6 of 400 comments (clear)

  1. Mint Chip? by Moheeheeko · · Score: 4, Funny

    So ice cream for currency?

    1. Re:Mint Chip? by TheGratefulNet · · Score: 2, Funny

      well, I already converted from ubuntu to mint...

      --

      --
      "It is now safe to switch off your computer."
    2. Re:Mint Chip? by ArundelCastle · · Score: 3, Funny

      So ice cream for currency?

      Here in Canada it's winter most of the time, right now my assets are liquidated. :d
      Still better than ice cream phones.

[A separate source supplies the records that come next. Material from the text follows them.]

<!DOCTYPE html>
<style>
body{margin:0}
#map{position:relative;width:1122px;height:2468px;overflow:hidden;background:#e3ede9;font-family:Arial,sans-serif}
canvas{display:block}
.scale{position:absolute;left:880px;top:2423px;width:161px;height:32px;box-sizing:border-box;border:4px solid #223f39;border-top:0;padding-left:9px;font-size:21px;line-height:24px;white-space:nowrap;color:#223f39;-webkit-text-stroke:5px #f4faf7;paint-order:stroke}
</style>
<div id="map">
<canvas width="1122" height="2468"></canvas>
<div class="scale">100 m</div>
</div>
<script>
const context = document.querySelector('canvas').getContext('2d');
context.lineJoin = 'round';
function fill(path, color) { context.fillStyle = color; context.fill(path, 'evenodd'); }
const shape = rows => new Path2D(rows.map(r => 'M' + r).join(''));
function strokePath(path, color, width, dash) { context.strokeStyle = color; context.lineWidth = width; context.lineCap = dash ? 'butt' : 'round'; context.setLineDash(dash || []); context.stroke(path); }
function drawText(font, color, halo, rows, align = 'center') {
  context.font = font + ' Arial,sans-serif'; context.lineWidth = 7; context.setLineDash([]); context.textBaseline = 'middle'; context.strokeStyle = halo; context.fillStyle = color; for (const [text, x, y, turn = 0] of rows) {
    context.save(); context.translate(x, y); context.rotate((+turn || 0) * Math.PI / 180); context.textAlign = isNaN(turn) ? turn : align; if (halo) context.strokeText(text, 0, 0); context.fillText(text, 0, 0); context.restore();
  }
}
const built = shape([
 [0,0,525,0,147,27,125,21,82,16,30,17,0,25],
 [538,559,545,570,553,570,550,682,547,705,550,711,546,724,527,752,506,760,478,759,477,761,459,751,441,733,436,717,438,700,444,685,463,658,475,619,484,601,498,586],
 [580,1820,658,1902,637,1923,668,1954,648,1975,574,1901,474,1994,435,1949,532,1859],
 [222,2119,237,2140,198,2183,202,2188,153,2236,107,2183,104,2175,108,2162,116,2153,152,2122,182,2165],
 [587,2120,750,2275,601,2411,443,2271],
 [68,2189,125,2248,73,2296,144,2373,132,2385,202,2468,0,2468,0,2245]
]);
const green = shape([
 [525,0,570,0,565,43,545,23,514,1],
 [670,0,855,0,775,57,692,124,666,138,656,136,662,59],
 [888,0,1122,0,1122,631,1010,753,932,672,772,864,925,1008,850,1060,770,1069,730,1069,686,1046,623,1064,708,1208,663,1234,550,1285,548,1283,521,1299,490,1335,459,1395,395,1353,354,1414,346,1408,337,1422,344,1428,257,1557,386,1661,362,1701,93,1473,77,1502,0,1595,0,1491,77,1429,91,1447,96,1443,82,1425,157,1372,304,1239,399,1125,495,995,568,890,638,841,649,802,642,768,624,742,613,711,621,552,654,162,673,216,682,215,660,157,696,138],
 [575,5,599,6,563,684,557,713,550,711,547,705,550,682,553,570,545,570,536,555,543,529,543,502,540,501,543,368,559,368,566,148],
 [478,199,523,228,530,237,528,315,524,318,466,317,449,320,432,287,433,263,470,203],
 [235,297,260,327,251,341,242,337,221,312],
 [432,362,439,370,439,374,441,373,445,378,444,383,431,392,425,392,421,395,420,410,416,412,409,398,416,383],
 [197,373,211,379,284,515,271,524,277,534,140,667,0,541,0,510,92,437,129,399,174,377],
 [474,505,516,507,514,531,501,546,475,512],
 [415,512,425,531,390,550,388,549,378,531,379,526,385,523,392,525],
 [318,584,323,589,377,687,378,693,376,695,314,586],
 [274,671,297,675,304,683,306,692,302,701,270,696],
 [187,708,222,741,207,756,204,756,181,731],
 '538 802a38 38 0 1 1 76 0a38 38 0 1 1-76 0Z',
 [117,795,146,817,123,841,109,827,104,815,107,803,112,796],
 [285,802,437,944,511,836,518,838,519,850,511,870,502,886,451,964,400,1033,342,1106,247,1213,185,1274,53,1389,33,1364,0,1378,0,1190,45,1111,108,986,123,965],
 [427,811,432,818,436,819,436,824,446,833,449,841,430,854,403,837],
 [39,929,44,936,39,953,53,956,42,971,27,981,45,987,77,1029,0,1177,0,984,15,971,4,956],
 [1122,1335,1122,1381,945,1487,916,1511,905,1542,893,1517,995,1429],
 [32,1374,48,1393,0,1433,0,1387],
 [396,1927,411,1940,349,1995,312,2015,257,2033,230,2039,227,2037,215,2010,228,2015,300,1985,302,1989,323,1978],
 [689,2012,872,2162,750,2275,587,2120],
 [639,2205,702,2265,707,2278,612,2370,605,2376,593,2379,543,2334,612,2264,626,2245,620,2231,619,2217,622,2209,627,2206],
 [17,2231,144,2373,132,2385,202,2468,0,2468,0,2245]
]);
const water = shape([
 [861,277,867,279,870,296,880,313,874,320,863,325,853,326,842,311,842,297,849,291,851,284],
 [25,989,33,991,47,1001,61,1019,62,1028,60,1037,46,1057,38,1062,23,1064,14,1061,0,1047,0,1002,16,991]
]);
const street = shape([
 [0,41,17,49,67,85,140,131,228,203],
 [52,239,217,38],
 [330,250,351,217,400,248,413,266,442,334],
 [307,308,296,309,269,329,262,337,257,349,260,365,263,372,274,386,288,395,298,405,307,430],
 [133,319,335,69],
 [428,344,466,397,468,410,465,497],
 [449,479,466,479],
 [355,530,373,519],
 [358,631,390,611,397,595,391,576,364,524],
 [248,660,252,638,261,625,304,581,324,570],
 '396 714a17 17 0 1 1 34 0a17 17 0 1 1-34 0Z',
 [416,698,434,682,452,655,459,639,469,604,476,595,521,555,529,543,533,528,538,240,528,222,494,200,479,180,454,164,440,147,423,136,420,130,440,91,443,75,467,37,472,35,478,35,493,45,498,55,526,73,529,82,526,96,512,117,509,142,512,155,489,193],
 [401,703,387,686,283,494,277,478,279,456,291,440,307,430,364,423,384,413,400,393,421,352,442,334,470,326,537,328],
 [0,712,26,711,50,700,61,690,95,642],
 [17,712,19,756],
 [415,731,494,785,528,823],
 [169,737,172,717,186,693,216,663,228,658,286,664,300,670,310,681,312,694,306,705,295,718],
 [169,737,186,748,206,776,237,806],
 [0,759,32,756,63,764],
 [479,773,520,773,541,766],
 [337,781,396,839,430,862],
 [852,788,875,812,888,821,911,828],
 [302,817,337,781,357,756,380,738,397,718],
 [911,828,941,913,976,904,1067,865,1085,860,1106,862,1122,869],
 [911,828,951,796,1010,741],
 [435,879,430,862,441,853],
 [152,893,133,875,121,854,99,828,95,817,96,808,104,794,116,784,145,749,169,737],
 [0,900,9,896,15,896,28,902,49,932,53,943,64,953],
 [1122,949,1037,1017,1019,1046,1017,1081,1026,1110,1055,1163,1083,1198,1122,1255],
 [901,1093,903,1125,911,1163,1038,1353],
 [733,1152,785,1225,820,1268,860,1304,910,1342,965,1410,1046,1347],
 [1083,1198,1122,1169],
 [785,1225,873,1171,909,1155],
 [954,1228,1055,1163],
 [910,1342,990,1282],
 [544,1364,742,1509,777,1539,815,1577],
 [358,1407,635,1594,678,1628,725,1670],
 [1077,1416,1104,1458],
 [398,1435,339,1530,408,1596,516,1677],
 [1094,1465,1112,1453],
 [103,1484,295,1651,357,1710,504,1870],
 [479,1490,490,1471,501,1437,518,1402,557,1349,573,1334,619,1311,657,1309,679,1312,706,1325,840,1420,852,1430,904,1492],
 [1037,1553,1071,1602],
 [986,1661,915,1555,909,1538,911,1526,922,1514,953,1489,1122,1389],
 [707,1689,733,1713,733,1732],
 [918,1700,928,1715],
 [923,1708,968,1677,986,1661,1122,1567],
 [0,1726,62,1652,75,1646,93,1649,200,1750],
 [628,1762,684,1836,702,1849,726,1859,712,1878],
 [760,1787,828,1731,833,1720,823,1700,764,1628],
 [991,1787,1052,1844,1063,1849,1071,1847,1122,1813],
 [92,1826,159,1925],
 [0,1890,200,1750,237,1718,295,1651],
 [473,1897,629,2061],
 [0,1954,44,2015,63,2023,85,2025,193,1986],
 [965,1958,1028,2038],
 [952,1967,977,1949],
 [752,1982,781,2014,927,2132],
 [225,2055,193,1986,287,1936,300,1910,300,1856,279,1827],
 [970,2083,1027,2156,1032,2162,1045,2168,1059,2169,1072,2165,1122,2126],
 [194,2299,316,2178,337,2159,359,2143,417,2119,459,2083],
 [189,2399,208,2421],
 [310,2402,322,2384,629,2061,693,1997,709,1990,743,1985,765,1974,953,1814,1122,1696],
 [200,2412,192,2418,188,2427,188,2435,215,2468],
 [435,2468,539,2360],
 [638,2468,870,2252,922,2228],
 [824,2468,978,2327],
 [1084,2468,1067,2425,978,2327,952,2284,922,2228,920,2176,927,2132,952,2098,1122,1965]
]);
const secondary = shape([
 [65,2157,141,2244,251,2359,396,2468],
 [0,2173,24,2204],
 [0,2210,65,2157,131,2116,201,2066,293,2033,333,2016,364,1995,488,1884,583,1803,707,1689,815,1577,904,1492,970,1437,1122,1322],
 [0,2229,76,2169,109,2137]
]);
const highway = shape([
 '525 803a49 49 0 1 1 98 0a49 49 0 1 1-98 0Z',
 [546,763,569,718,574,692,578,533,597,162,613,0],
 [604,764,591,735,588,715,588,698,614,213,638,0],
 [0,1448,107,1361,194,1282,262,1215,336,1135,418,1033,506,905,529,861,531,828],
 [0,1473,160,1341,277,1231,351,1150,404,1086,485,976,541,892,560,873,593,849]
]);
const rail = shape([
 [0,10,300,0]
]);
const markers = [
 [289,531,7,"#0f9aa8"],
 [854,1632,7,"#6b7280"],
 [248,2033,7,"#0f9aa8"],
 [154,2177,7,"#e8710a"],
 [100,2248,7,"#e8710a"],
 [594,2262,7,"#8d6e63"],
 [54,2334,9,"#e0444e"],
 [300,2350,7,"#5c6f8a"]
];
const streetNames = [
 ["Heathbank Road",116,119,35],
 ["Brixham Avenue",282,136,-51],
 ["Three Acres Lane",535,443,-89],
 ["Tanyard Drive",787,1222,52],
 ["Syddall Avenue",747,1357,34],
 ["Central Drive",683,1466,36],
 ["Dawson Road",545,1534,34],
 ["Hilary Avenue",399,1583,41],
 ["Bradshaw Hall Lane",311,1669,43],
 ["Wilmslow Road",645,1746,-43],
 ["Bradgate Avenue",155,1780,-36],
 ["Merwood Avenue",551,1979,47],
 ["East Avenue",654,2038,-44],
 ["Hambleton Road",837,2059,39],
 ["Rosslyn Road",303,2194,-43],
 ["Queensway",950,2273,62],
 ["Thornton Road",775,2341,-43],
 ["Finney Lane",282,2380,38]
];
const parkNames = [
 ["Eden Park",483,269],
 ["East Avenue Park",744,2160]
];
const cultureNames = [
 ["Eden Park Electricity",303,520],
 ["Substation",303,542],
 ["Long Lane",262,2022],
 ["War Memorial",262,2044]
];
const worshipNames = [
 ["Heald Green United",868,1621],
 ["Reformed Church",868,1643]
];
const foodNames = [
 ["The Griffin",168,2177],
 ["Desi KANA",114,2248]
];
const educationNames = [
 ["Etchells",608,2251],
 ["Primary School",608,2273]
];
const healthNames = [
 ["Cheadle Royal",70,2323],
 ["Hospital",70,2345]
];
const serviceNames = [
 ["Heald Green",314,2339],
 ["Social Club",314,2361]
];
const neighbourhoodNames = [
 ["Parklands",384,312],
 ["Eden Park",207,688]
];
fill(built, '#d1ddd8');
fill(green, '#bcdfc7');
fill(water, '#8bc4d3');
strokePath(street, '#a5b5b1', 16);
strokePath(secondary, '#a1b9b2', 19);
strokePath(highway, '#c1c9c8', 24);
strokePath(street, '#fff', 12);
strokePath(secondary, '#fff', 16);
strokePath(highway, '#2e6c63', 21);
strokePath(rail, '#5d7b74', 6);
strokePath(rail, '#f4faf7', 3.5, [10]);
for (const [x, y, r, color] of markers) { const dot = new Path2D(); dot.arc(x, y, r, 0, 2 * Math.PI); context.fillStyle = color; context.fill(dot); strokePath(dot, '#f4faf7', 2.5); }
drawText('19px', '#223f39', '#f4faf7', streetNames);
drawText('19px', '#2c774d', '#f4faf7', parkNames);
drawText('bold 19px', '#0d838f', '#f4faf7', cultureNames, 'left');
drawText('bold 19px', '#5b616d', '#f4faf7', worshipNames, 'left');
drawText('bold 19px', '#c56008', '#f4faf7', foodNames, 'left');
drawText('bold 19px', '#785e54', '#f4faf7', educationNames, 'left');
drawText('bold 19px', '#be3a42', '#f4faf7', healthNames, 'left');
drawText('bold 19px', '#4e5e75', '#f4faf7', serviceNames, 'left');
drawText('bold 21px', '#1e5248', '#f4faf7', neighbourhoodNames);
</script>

  2. Disney Dollar by ZiakII · · Score: 3, Funny

    I have been waiting for the moment to happen, I have a large collection of Disney Dollars saved up for this moment!.

  3. Re:Gold by Anonymous Coward · · Score: 2, Funny

    [ ] Digital

    This feature was not included in original requirements. Scope creep!

  4. Re:Watts by ImprovOmega · · Score: 4, Funny

    This is far too dangerous. It's bad enough that our cars are running around with gasoline equivalent to about 600kg of TNT (132MJ / gallon of gas, 4.164MJ / kg of TNT *20 gallons in a big tank) though gas is certainly less immediately explosive. Now imagine carrying far more than that on your person, in a far denser medium and imagine the mayhem that would ensue when people started letting loose with uncontrolled discharges of energy.

    Laptop batteries already accidentally start fires from overheating. If something like you're proposing overloads we could be missing a city block or two.